[grsec] Announcing UDEREF/amd64

Fri Apr 9 20:01:11 EDT 2010

Hello everyone,

i guess those of you tracking the test patches have already noticed that
we recently added support for UDEREF on amd64 as well. now that hopefully
the silly problems have been worked out, it's time to talk about it a bit.

before everything, let's get out one thing that i'll probably repeat every
now and then: UDEREF on amd64 isn't and will never be the same as on i386.
it's just the way it is, it cannot be 'fixed'. now let's see what it can
still do on amd64.

as you probably know (does anyone read config help? ;), UDEREF wants to
ensure that userland and kernel address spaces are properly separated. in
particular, gratuitous dereference of userland addresses by kernel code
should result in an oops instead of userland taking over kernel data flow,
or worse, control flow as well (think of the past year's worth of NULL
dereference based exploits). this separation can be implemented with pretty
much no overhead on i386, but unfortunately amd64 lacks the necessary
segmentation logic and the alternative ain't pretty ;).

so what does UDEREF do on amd64? on userland->kernel transitions it basically
unmaps the original userland address range and remaps it at a different address
using non-exec/supervisor rights (so direct code execution as used by most
exploits is not possible at least). this remapping is the main cause of its
performance impact as well, and i think it cannot really be reduced any further.
in any case, most kernel code will run without access to the actual userland
address range, so in this sense it's similar to what UDEREF on i386 offers.

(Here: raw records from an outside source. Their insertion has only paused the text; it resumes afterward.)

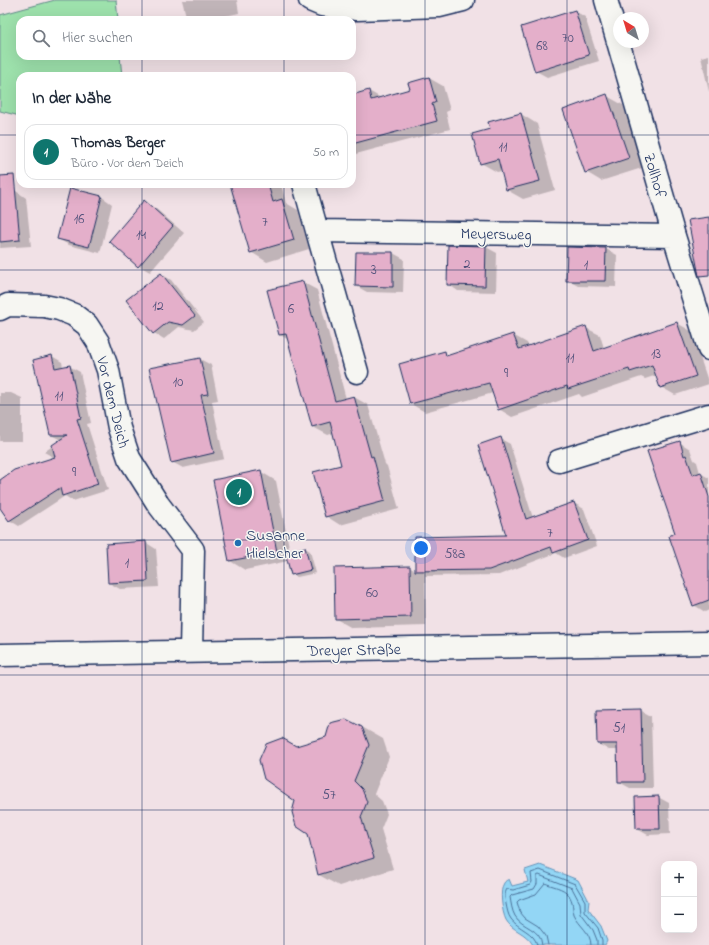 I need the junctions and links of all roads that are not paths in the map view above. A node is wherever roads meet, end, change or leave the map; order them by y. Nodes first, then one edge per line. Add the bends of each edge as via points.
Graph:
1 (310, 0) edge
2 (463, 0) edge
3 (606, 0) edge
4 (305, 188) edge
5 (317, 231) junction
6 (674, 236) junction
7 (0, 309) edge
8 (709, 349) edge
9 (357, 372) dead end
10 (709, 415) edge
11 (559, 461) dead end
12 (709, 643) edge
13 (191, 651) junction
14 (0, 655) edge

1 - 2 street via 322,5 357,9 439,6
3 - 6 street, Zollhof
4 - 5 street
5 - 6 street, Meyersweg
5 - 9 street
6 - 8 street, Zollhof
7 - 13 street, Vor dem Deich via 8,304 59,309 74,315 87,325 98,342 108,370 119,428 129,458 158,504 193,550
10 - 11 street
12 - 13 street, Dreyer Straße
13 - 14 street, Dreyer Straße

this is also where the similarities end :), so let's look at the bad stuff
now. UDEREF/amd64 doesn't ensure that the (legitimate) userland accessor
functions cannot actually access kernel memory when only userland is allowed
(some in-kernel users of certain syscalls can temporarily access kernel memory
as userland, and that is enforced on UDEREF/i386 but not on amd64). so if
there's a bug where userland can trick the kernel into accessing a userland
pointer that actually points to kernel space, it'll succeed, unlike on i386.

the other bad thing is the presence of the userland shadow area. this has
two consequences: 1. the userland address space size is smaller under UDEREF
(42 vs. 47 bits, with corresponding reduction of ASLR of course), 2. this
shadow area is always mapped so kernel code accidentally accessing its range
may not oops on it and can be exploited (such accesses can usually happen only
if an exploit can make the kernel dereference arbitrary addresses in which
case the presence of this area is the least of your concerns though).

what about performance? well, 'it depends', in particular it depends on the
amount of user/kernel transitions of your workload as that's where the extra
code really hits (it's basically a TLB flush and two CR0 writes if you have
KERNEXEC as well, say 600 cycles + TLB repopulation time). on a simple
compilation test i get these times:

  #time emerge portage -j2 on 2.6.33.1-pax no UDEREF
  25.55user 7.44system 0:36.16elapsed 91%CPU (0avgtext+0avgdata 555648maxresident)k
  56inputs+56816outputs (0major+1715421minor)pagefaults 0swaps

  #time emerge portage -j2 on 2.6.32.10-pax UDEREF KERNEXEC
  28.01user 11.03system 0:38.54elapsed 101%CPU (0avgtext+0avgdata 555600maxresident)k
  56inputs+56832outputs (0major+1718704minor)pagefaults 0swaps

feel free to submit benchmarks (preferably on real life apps, not synthetic) so
that people know better what to expect. as usual, virtualization doesn't like the
tricks and suffers more, although less than i386, so the pax_nouderef kernel
command line option will work for amd64 as well.

last but not least a note on implementation. besides the already mentioned
special userland shadow area there's another important bit: per-CPU PGDs.
what this does is simple: each CPU gets its own top-level page directory
for its exclusive use (instead of the usual per-process PGD). this among
other things means that we can begin the proper lockdown of the entire page
table hierarchy (a todo item for KERNEXEC as well, that's why this feature
is also now enabled there, even on i386/PAE).

so this is it in a nutshell, if you have questions, comments, complaints,
etc, you know where to reach us ;).